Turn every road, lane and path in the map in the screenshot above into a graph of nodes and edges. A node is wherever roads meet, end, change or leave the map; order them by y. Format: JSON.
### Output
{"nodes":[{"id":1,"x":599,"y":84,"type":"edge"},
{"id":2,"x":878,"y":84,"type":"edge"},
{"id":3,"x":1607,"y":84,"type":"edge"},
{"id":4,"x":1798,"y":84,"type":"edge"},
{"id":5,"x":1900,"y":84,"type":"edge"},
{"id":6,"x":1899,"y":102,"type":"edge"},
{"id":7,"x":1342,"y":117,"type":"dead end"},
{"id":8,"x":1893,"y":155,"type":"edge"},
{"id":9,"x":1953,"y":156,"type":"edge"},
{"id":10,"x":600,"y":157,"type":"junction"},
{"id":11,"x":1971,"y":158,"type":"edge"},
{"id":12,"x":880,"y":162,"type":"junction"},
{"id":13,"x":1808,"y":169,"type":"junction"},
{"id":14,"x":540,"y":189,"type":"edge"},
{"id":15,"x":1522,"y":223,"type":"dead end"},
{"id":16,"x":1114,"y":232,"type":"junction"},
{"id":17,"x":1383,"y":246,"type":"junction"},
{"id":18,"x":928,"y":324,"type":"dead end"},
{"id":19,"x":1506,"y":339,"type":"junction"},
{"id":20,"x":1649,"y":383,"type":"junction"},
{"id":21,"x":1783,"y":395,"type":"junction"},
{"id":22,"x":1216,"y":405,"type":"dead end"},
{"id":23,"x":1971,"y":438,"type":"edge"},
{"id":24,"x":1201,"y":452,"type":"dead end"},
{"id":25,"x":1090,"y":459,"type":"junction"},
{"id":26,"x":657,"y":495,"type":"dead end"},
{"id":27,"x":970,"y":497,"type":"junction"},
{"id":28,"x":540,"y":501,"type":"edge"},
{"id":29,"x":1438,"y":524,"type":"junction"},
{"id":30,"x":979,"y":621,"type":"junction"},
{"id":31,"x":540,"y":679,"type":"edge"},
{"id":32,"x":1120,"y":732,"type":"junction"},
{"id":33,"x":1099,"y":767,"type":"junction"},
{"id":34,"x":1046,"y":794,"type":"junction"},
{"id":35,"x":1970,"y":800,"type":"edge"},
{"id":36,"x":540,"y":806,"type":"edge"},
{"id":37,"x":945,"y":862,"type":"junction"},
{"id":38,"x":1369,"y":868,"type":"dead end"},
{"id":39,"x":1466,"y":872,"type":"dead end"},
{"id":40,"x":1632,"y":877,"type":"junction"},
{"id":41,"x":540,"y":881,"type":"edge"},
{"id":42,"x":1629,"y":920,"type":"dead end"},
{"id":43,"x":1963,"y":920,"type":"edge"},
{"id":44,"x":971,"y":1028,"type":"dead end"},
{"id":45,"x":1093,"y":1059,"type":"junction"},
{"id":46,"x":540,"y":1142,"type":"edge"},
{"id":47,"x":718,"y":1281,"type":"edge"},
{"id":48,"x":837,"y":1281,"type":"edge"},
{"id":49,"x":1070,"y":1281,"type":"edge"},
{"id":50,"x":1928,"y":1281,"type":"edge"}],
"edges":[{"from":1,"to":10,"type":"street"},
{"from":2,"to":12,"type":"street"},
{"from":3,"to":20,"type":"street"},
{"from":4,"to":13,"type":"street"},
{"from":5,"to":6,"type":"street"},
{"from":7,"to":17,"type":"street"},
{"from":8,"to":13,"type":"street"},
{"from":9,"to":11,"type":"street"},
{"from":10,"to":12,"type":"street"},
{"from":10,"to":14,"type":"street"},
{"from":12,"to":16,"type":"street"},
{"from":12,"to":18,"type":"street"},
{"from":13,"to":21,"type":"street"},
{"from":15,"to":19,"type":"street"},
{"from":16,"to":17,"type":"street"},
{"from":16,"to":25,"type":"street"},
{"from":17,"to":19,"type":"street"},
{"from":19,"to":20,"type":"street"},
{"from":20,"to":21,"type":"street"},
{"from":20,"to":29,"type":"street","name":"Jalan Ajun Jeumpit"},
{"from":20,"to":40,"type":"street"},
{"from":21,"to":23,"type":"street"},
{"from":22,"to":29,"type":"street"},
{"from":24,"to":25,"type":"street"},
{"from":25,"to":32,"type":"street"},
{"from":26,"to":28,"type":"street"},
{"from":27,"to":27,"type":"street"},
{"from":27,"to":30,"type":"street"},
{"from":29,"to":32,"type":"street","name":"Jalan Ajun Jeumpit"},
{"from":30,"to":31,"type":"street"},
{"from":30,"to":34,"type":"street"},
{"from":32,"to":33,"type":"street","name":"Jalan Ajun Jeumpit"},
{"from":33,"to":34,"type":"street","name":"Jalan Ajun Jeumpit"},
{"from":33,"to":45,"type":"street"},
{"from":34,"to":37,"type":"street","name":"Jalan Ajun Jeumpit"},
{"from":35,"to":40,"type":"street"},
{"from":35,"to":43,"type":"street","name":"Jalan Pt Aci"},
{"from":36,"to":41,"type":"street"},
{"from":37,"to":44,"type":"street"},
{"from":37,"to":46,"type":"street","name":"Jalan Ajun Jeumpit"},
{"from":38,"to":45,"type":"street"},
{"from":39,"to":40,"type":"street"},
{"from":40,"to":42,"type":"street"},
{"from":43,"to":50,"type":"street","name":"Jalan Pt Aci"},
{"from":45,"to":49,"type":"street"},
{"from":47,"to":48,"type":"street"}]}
--
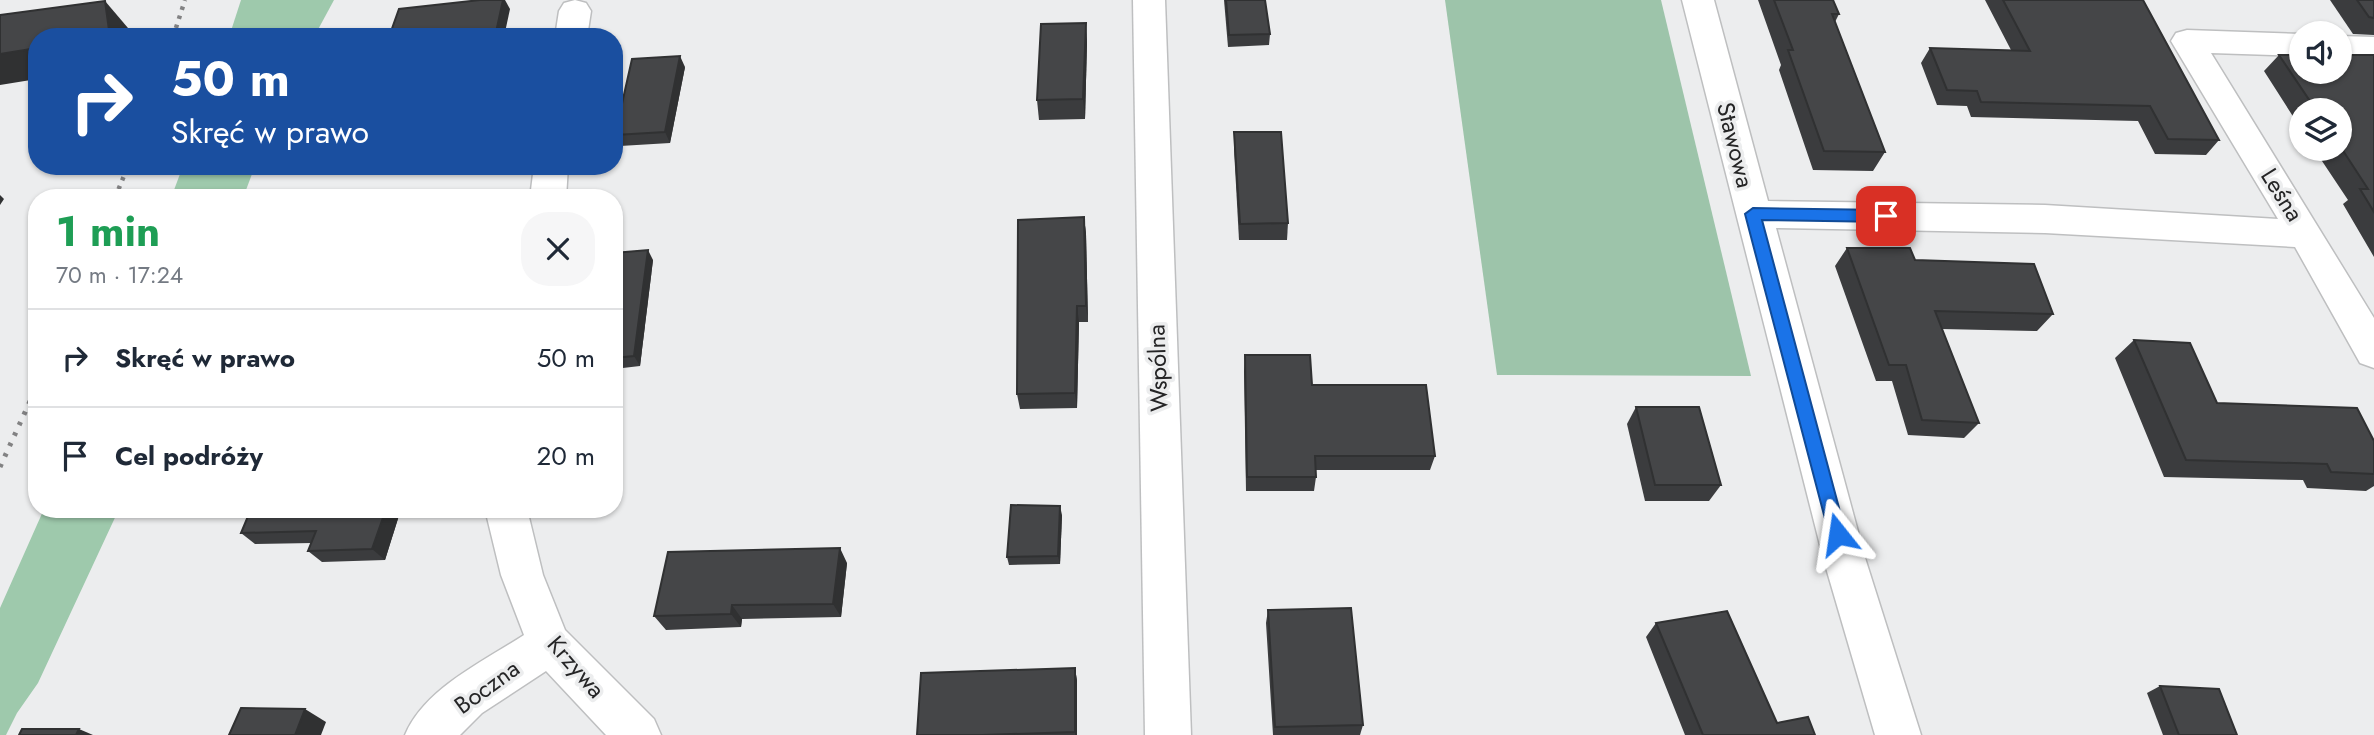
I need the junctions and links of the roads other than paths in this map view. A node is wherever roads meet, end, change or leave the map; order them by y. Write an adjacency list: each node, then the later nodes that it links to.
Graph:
==
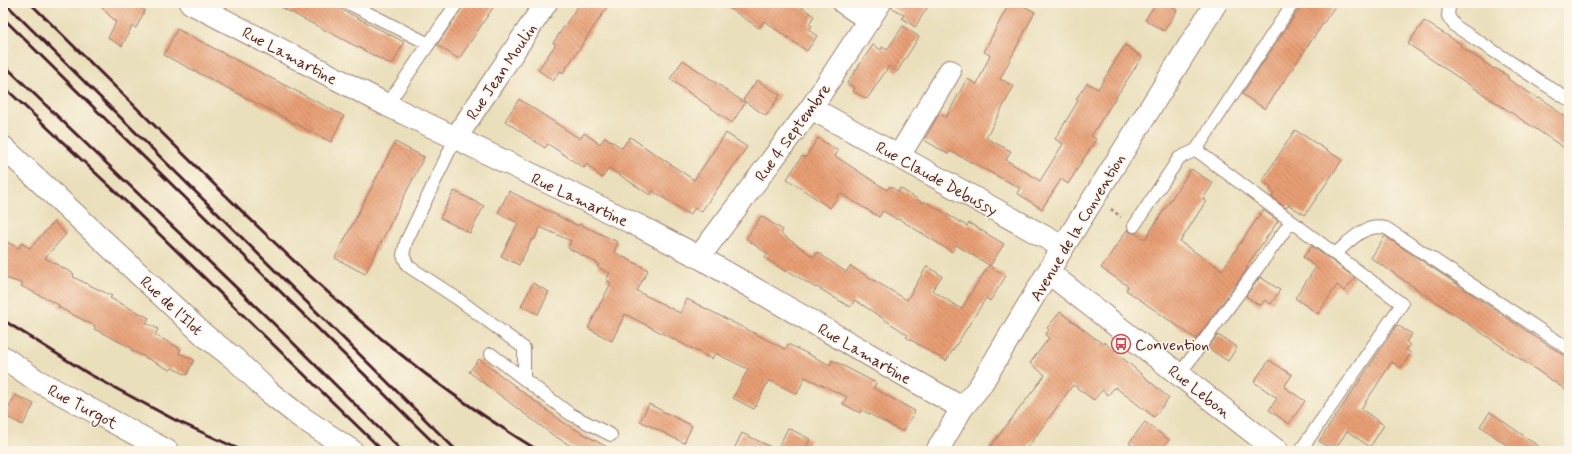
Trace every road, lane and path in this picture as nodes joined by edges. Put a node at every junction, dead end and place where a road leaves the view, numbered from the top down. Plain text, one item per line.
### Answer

◆ What you should do ◆
Wherever a line of the data holds "roads", copy that line.

◆ Reply ◆
Turn every road, lane and path in the map in the screenshot above into a graph of nodes and edges. A node is wherever roads meet, end, change or leave the map; order them by y. Format: JSON.
I need the junctions and links of the roads other than paths in this map view. A node is wherever roads meet, end, change or leave the map; order them by y. Write an adjacency list: each node, then the later nodes that it links to.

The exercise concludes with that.